▶ **TRY IT**
Each entry must be duplicated precisely, with nothing left out.

▶ **Saved data entries**
# # # # # # #
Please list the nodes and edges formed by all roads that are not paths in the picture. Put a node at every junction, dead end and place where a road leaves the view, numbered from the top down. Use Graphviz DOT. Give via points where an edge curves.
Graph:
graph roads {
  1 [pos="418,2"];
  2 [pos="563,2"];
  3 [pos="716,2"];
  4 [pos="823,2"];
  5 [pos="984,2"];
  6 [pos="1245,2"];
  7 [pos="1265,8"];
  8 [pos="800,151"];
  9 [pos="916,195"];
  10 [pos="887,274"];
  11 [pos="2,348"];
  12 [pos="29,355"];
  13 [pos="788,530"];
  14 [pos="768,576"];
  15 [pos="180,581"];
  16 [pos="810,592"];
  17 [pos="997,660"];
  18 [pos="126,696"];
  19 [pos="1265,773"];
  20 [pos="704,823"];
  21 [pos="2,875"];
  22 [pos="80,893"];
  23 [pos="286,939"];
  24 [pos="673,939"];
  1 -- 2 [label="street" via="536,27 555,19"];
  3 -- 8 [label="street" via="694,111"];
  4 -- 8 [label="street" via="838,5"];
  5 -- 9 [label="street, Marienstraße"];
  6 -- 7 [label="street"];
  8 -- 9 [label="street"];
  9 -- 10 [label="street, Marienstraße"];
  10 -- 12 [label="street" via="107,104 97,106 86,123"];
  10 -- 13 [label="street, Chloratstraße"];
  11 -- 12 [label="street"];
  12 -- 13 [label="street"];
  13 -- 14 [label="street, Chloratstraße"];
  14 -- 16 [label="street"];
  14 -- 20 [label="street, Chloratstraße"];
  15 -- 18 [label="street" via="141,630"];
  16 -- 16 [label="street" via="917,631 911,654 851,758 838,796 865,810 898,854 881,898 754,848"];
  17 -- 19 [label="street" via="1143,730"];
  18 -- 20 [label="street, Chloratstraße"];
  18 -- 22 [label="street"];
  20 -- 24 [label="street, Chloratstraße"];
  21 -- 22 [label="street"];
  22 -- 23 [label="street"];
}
# # # # # # #
▶ **THE ANSWER**
Please list the nodes and edges formed by all roads that are not paths in the picture. Put a node at every junction, dead end and place where a road leaves the view, numbered from the top down. Use Graphviz DOT. Give via points where an edge curves.
Graph:
graph roads {
  1 [pos="418,2"];
  2 [pos="563,2"];
  3 [pos="716,2"];
  4 [pos="823,2"];
  5 [pos="984,2"];
  6 [pos="1245,2"];
  7 [pos="1265,8"];
  8 [pos="800,151"];
  9 [pos="916,195"];
  10 [pos="887,274"];
  11 [pos="2,348"];
  12 [pos="29,355"];
  13 [pos="788,530"];
  14 [pos="768,576"];
  15 [pos="180,581"];
  16 [pos="810,592"];
  17 [pos="997,660"];
  18 [pos="126,696"];
  19 [pos="1265,773"];
  20 [pos="704,823"];
  21 [pos="2,875"];
  22 [pos="80,893"];
  23 [pos="286,939"];
  24 [pos="673,939"];
  1 -- 2 [label="street" via="536,27 555,19"];
  3 -- 8 [label="street" via="694,111"];
  4 -- 8 [label="street" via="838,5"];
  5 -- 9 [label="street, Marienstraße"];
  6 -- 7 [label="street"];
  8 -- 9 [label="street"];
  9 -- 10 [label="street, Marienstraße"];
  10 -- 12 [label="street" via="107,104 97,106 86,123"];
  10 -- 13 [label="street, Chloratstraße"];
  11 -- 12 [label="street"];
  12 -- 13 [label="street"];
  13 -- 14 [label="street, Chloratstraße"];
  14 -- 16 [label="street"];
  14 -- 20 [label="street, Chloratstraße"];
  15 -- 18 [label="street" via="141,630"];
  16 -- 16 [label="street" via="917,631 911,654 851,758 838,796 865,810 898,854 881,898 754,848"];
  17 -- 19 [label="street" via="1143,730"];
  18 -- 20 [label="street, Chloratstraße"];
  18 -- 22 [label="street"];
  20 -- 24 [label="street, Chloratstraße"];
  21 -- 22 [label="street"];
  22 -- 23 [label="street"];
}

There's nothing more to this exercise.